Use a dehumidifier as suggested by furnman487. I have a 70 pint one in my shop and it keeps it at 50% with no problem. Obviously you need to keep the shop closed up and not open and close the garage doors more than needed.


----------



## jnovak (Apr 12, 2019)

Thanks folks for the insight. Next question….my garage work shop is only a little over 500 sq feet. The dehumidifiers I'm looking at cover 1500, 3000 or 4500 square feet. Do I get one of the larger ones (3000 or 4500) so it doesn't cycle on and off all the time? Or the 1500 sq foot one…which based on the square footage coverage seems overkill already….but I know they can be overrated as to what they actually cover sometimes (and much of it is dependent on the humidity as well). Thoughts?


----------



## wapakfred (Jul 29, 2011)

I'd get the largest one you can find…typically that's the 70 pint model. Remember your garage will leak more outside air in than a residence….plus, those ratings are about as accurate as the 6.5 HP your shop vac has.


----------



## WhyMe (Feb 15, 2014)

Depends on just how humid and damp it is in your garage. My 70 pint is used in 720 sgft garage. I'd say you want at least a 50 pint. I don't think cycling is an issue like for AC units. My 70 doesn't short cycle but it does run alot.


----------



## controlfreak (Jun 29, 2019)

A mini split would be the bomb. I opted to put a small window unit through the wall in my shop and is seems to be doing okay. I bought a humidity gauge but keep forgetting to read it. A dehumidifier that cycles on and off will also do well but the temperature will increase.


----------



## PeteStaehling (May 3, 2015)

I went with a portable AC unit. Rather than use the included window hardware I vented it through a small hole in the wall. It was a lot cheaper initially than a mini-split, but is less efficient. It has modes for heating, cooling, and humidification. I over-sized it a bit for the rated area and have been happy with it.

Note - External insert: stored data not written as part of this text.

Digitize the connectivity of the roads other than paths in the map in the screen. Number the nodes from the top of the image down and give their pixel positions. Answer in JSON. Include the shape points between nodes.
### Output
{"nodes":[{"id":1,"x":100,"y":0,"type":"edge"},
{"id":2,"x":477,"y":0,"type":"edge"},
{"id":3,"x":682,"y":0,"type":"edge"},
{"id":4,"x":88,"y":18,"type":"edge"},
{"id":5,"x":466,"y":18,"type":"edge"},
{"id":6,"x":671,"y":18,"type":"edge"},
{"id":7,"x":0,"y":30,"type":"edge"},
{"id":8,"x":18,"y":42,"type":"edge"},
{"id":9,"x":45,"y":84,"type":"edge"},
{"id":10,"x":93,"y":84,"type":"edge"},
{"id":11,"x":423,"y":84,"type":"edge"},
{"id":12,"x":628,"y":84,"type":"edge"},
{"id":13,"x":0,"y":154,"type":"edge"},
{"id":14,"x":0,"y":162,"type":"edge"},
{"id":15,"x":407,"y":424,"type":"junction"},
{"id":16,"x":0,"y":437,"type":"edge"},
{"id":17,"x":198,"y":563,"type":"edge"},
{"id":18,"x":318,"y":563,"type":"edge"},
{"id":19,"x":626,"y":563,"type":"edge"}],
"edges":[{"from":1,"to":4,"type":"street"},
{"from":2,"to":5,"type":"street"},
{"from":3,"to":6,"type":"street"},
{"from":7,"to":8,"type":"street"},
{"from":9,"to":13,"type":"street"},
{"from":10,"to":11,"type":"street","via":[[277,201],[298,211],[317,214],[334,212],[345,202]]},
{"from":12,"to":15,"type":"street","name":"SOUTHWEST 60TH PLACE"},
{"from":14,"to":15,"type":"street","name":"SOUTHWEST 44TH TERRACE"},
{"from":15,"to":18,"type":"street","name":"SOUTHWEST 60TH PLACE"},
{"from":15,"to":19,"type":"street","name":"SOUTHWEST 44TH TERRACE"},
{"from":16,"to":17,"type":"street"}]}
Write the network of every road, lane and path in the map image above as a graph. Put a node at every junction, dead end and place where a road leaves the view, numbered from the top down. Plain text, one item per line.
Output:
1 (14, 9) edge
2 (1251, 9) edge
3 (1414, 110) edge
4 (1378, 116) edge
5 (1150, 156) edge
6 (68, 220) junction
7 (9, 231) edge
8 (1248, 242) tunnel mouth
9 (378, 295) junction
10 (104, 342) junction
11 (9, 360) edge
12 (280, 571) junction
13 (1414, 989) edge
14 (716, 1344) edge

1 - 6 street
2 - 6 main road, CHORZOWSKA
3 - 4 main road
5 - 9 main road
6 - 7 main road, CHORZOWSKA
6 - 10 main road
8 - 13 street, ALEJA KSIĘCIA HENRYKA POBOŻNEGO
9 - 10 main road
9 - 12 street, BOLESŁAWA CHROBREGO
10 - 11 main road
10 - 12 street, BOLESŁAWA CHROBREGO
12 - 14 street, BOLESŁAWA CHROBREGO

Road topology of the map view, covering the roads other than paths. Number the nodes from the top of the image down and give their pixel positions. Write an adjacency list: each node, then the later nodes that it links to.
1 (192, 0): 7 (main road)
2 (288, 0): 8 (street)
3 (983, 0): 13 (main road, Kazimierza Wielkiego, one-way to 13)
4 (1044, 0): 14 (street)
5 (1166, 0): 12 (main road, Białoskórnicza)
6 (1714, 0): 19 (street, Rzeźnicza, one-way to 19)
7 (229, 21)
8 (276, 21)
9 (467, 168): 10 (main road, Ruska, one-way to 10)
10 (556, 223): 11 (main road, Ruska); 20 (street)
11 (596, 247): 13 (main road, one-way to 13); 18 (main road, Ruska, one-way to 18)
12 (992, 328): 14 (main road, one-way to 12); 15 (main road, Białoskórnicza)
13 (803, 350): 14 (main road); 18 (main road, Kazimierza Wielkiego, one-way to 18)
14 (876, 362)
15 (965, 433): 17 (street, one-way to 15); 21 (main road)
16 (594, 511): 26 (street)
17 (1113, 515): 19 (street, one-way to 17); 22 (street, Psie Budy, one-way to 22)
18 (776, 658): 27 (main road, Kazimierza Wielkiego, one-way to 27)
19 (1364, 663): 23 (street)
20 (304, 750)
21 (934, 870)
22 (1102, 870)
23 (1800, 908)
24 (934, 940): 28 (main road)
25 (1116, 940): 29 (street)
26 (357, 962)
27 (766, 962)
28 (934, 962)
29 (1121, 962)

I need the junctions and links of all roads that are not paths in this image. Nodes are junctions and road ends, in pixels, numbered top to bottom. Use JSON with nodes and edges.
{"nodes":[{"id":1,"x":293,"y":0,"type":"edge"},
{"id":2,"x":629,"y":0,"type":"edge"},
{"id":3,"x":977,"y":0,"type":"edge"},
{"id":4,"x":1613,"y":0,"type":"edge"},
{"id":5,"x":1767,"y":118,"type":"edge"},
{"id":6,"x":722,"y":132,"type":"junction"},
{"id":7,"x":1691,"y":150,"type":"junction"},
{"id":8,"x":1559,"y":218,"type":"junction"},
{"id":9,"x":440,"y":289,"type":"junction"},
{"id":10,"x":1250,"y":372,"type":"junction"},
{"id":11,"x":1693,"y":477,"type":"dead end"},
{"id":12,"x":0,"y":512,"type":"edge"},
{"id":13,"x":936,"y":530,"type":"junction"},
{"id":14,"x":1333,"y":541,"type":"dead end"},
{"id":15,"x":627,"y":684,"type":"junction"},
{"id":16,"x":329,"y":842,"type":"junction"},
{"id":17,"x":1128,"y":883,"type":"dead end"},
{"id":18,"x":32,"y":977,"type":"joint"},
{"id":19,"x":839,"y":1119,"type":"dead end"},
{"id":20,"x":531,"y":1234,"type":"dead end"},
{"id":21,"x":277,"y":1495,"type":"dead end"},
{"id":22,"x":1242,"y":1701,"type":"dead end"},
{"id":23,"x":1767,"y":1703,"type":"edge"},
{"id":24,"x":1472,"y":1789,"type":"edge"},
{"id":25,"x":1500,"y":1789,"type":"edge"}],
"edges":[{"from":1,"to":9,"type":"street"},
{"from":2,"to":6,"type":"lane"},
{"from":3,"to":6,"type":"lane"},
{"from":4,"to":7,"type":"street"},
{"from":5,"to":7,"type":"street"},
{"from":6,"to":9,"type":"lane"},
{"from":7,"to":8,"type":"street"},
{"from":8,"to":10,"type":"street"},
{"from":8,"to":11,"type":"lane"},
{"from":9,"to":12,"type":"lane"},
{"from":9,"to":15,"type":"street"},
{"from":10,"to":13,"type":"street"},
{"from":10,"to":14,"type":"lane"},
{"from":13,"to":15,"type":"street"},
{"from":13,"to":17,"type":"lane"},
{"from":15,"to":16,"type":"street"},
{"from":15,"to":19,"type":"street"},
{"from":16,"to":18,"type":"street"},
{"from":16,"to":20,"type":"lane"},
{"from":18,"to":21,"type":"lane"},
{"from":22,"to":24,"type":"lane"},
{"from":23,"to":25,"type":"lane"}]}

At the time I bought it I thought I might be moving soon, otherwise I might have invested in a mini-split. The better efficiency of the mini-split would have paid for itself in just a few years.


----------



## craftsman on the lake (Dec 27, 2008)

Ah,,, a dehumidifier. They dehumidify.
Seriously though, I've got one in the cellar. You can make it as dry as you want. Hook it up to a drain, or a floor drain, or even outside and you won't have to empty it every day. Many of them have a drain plug on the side of the water collector in case eyou want to do that. They really work good. Be sure to size one for the need so It just runs an appropriate amount of time.

My AC also removes most of the humidity but you don't want to leave that running all the time if you're not there.


----------



## theoldfart (Sep 9, 2011)

I went with a mini split. Never looked back. A two car garage size shop. Insulated to the nines.


----------



## bmerrill (Mar 14, 2018)

Mini Split.
Cools in the summer
Heats in the winter
Very efficient to operate.


----------



## furnman487 (Feb 17, 2019)

I would vote for the mini split too, but it wasn't practical for my space. Humidifier works great and much less expensive.


----------



## HorizontalMike (Jun 3, 2010)

YEP! After ~15yr in south TX without AC, I ended up with a 20.5 SEER Mini-Split AND LOVE IT!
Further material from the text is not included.